4.3 Improving Classification

Activity Recognition aims at identifying the actions carried out by a person given a set of observations of itself and the surrounding environment [7]. Recognition can be accomplished, for example, by exploiting the information retrieved from inertial sensors, such as accelerometers. In some smartphones these sensors are embedded by default and one can benefit from this to classify a set of physical activities (standing, sitting, laying, walking, walking upstairs and walking downstairs) by processing inertial body signals through a supervised Machine Learning algorithm for hardware with limited resources [4].

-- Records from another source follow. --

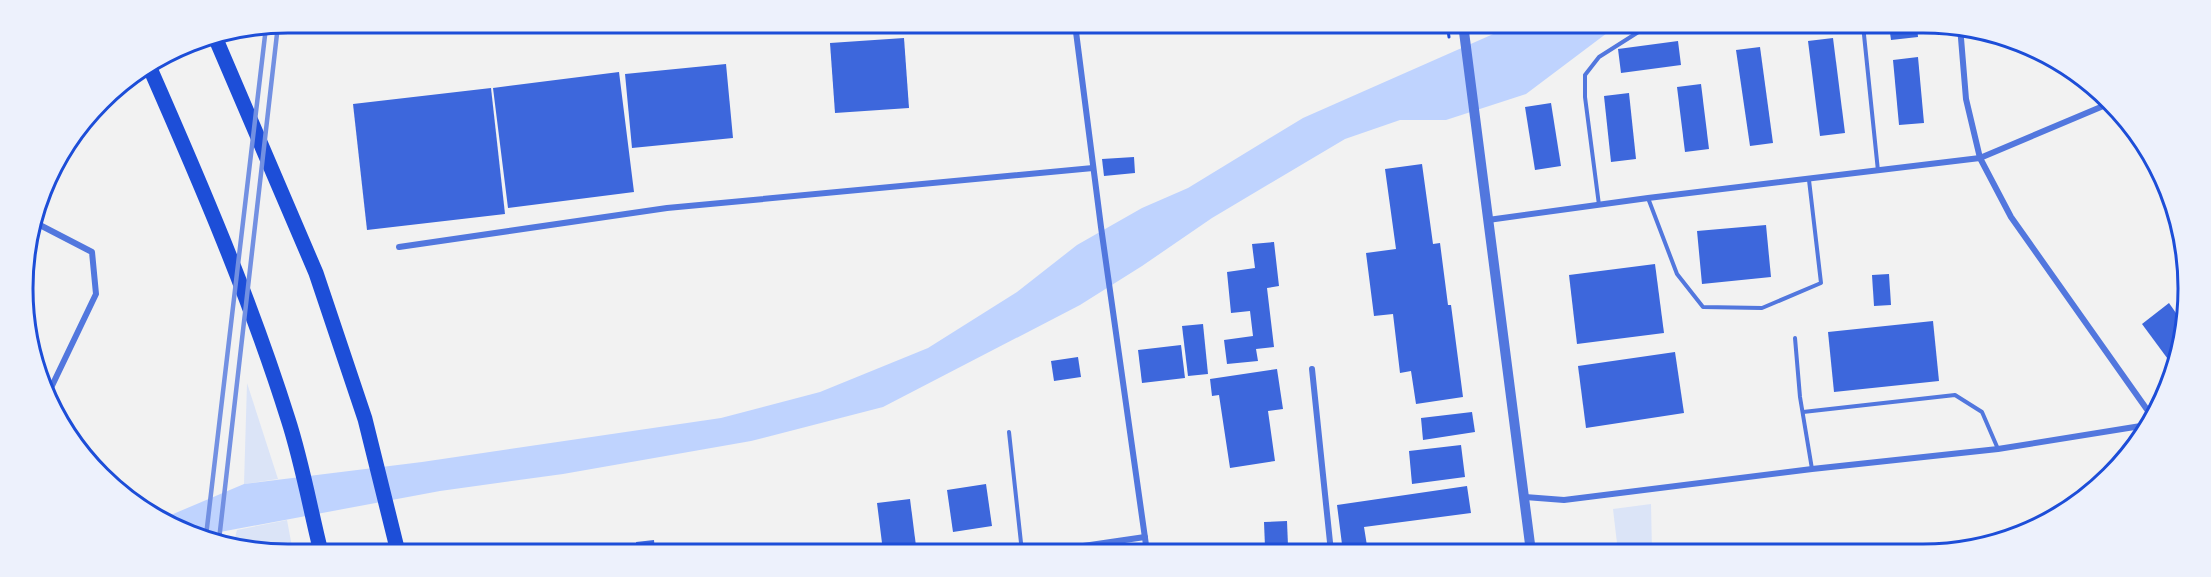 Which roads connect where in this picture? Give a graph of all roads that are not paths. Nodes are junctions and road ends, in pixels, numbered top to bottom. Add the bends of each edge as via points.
1 (1076, 33) edge
2 (1464, 33) edge
3 (1637, 33) edge
4 (1864, 33) edge
5 (1961, 36) edge
6 (218, 43) edge
7 (152, 73) edge
8 (2102, 107) edge
9 (1980, 158) junction
10 (1093, 168) junction
11 (1878, 171) junction
12 (1809, 180) junction
13 (1648, 198) junction
14 (1599, 205) junction
15 (1488, 220) junction
16 (41, 226) edge
17 (399, 247) dead end
18 (1795, 338) dead end
19 (1312, 369) dead end
20 (52, 386) edge
21 (2147, 411) edge
22 (1803, 412) junction
23 (2137, 427) edge
24 (1009, 432) dead end
25 (1998, 449) junction
26 (1812, 469) junction
27 (1525, 497) junction
28 (1145, 537) junction
29 (319, 544) edge
30 (396, 544) edge
31 (1021, 544) edge
32 (1097, 544) edge
33 (1146, 544) edge
34 (1329, 544) edge
35 (1531, 544) edge

1 - 10 street
2 - 15 street
3 - 14 lane via 1599,57 1585,75 1584,97
4 - 11 lane
5 - 9 street via 1966,99
6 - 30 highway via 316,273 365,419
7 - 29 highway via 227,248 270,363
8 - 9 street
9 - 11 street
9 - 21 street via 2011,217
10 - 17 street via 668,208
10 - 28 street
11 - 12 street
12 - 13 street
12 - 13 lane via 1821,283 1762,308 1703,306 1677,274
13 - 14 street
14 - 15 street
15 - 27 street
16 - 20 street via 92,252 96,294
18 - 22 lane
19 - 34 street
22 - 25 lane via 1954,395 1982,412
22 - 26 lane
23 - 25 street
24 - 31 lane
25 - 26 street
26 - 27 street via 1564,500
27 - 35 street
28 - 32 street
28 - 33 street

We tried to classify this set of physical activities with DRASiW trained and tested on the HAR Footnote 3 (Human Activity Recognition) data set of the UCI Machine Learning Repository. The data set consists of 10,299 instances: 7352 for the training set, and 2947 for the test set. Each instance is formed by 561 features with time and frequency domain variables.

The confusion matrix obtained with the best DRASiW system configuration (16-bit addressing for RAM cells) performing an F-measure of 89.7, is shown in Table 1a. The confusion matrix of the Table 1b reports the F-measure obtained by the same DRASiW system configuration but exploiting the information content of the static MIs. The DRASiW system automatically analyses the MIs to identify features with a very high discriminating power. The analysis outcome is that the six classes can be grouped in three different “metaclasses”: walking (classes 1, 2, and 3), vertical activity (classes 4 and 5), horizontal activity (class 6). This is automatically discovered by the DRASiW system finding out MI overlappings. For the above metaclasses, the MIs have no intersection (no confusion). At this point, when the DRASiW system has to classify a test sample, it first selects the best-matched metaclass, then it classifies the test sample using only discriminators belonging to that metaclass. The result of this new two-level classification approach is that the confusion matrix is now almost diagonalized (see italic values in Table 1b), and the F-measure reaches the value of 94.1, that is, the system improved its classification power by 4.4 %.

Table 1 Confusion matrices on HAR data set: (a) DRASiW; (b) DRASIW with MI processing

5 Conclusions

The DRASiW model makes available the learned knowledge in form of an internal data structure called “Mental” Image. This information, which is the synthesis of the learning process, is explicitly available at the programming level and it can be used in several application domains. In this paper we showed how exploitation of MIs, in the context of a DRASiW computational process, allows to pursue different goals/tasks: 1) using global metrics and/or invariants of MIs as additional information (feedback) the system can take advantage of in order to control its functioning (self-healing); 2) verifying the correctness of a training procedure; 3) tuning/adapting classification process by detecting and exploiting more discriminating regions in MIs; 4) facilitating user-system interface and communication.

We are aware that the natural unfolding of this work is looking for new ways of using MIs in the context of neurosymbolic systems. Indeed, this is the main investigation direction we will pursue in the next future on this topics. Although it would be nice to have a general formalism and/or (rule-based) high-order language to express the information contained in MIs, we are afraid that any choice would be inevitably effective only in a specific (or class of) problem domains.